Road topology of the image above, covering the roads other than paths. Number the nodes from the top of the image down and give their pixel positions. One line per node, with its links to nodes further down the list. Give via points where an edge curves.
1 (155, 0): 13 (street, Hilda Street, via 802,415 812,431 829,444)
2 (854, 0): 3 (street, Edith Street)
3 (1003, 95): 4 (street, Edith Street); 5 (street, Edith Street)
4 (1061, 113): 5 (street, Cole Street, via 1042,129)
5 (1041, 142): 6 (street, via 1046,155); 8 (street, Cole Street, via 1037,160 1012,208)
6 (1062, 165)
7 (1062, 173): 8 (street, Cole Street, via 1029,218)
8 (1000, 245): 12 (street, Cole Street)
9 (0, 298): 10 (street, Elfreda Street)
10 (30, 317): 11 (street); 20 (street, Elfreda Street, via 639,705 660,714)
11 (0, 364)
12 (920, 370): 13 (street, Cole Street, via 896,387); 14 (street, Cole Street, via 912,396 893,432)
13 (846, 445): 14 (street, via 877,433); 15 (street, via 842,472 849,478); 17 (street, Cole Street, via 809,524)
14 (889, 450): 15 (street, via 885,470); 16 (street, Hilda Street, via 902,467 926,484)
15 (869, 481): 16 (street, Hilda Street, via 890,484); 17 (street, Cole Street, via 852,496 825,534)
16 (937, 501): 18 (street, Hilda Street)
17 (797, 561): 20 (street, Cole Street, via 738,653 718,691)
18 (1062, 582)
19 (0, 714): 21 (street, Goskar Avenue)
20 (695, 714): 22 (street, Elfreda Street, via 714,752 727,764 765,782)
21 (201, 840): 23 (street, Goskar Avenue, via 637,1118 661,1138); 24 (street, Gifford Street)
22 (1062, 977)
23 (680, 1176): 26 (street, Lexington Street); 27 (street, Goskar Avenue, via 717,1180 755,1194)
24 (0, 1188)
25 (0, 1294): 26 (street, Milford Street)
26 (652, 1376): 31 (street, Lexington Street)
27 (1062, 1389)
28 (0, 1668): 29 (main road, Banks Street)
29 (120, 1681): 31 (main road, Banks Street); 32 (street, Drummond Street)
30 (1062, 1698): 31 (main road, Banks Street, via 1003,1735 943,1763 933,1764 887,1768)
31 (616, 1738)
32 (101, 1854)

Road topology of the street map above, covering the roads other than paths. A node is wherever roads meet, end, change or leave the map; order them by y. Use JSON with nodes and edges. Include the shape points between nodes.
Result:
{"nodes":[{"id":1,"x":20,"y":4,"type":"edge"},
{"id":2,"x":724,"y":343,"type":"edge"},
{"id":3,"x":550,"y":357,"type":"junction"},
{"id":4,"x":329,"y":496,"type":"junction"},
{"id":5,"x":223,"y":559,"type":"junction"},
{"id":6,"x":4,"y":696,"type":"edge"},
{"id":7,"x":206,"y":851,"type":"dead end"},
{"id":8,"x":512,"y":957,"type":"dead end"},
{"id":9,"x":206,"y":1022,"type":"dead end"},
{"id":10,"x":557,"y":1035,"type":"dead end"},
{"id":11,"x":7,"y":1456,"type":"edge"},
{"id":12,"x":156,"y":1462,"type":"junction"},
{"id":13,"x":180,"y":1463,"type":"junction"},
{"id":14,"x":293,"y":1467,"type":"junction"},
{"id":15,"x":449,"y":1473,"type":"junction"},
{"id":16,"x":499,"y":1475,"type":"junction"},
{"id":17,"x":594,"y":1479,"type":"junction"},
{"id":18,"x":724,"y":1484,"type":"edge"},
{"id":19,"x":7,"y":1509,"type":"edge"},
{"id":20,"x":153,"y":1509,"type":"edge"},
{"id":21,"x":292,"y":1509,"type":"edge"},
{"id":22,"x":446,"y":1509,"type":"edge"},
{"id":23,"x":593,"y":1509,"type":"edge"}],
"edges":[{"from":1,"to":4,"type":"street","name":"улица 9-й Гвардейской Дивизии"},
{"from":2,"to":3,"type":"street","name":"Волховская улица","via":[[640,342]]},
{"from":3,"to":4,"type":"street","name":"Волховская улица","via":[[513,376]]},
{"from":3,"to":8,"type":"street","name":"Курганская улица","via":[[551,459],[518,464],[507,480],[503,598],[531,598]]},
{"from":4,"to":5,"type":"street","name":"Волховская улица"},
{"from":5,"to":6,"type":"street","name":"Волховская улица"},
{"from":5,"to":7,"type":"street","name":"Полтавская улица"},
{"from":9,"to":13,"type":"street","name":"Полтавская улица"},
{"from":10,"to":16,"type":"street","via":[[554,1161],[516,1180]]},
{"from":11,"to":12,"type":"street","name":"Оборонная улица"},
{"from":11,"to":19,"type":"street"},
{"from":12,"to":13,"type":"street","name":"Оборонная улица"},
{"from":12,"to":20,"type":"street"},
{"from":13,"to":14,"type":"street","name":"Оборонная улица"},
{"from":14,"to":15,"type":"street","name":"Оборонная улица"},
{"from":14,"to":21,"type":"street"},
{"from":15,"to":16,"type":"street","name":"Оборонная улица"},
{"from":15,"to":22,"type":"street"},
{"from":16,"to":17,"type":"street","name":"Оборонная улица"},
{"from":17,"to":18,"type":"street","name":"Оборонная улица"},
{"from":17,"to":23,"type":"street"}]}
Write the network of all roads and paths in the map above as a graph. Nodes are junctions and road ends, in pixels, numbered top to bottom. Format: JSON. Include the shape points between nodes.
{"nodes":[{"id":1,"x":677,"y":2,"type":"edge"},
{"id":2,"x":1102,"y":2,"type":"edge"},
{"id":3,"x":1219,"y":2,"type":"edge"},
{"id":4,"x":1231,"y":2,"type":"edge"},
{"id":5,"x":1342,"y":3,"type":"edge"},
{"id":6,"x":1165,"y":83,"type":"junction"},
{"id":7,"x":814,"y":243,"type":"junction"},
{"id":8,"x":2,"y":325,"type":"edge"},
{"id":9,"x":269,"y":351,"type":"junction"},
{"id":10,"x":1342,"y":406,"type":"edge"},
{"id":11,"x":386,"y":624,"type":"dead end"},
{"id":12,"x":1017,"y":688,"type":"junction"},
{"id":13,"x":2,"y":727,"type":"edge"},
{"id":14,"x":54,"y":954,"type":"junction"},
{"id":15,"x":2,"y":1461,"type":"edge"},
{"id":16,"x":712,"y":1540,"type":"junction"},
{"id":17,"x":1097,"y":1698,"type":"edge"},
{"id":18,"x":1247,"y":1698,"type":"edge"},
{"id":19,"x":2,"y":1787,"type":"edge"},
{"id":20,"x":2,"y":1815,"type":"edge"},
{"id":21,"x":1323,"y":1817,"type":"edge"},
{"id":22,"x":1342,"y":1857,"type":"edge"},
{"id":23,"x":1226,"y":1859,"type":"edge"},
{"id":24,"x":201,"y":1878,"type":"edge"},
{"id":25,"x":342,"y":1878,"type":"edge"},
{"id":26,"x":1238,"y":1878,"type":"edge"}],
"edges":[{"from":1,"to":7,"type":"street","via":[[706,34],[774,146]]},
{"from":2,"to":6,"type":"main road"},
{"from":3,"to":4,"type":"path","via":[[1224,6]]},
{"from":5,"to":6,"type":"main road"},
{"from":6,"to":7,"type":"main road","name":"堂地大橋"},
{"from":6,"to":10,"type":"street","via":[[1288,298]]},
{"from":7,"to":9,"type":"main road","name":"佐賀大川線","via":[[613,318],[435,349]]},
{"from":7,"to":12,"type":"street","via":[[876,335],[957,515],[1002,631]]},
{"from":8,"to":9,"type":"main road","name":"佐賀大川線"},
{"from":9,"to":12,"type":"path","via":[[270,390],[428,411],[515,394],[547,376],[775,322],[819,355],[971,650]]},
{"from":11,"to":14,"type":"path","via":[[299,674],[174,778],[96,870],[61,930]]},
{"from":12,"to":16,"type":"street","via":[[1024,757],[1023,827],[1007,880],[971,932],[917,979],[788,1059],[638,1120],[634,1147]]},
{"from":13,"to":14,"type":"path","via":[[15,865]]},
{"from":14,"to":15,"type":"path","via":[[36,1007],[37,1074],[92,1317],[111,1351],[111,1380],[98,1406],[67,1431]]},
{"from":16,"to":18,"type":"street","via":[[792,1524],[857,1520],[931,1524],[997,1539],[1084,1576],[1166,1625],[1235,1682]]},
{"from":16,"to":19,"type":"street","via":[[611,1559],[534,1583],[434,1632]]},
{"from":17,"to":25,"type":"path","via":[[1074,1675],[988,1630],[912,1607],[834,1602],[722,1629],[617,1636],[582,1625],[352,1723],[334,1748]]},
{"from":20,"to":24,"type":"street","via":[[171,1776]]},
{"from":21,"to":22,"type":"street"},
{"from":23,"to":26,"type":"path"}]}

-*-*-

### WHAT NEEDS TO BE DONE
Each line above that has the word "JSON" should be copied.

### SOLVED EXERCISE
Road topology of the street map above, covering the roads other than paths. A node is wherever roads meet, end, change or leave the map; order them by y. Use JSON with nodes and edges. Include the shape points between nodes.
Write the network of all roads and paths in the map above as a graph. Nodes are junctions and road ends, in pixels, numbered top to bottom. Format: JSON. Include the shape points between nodes.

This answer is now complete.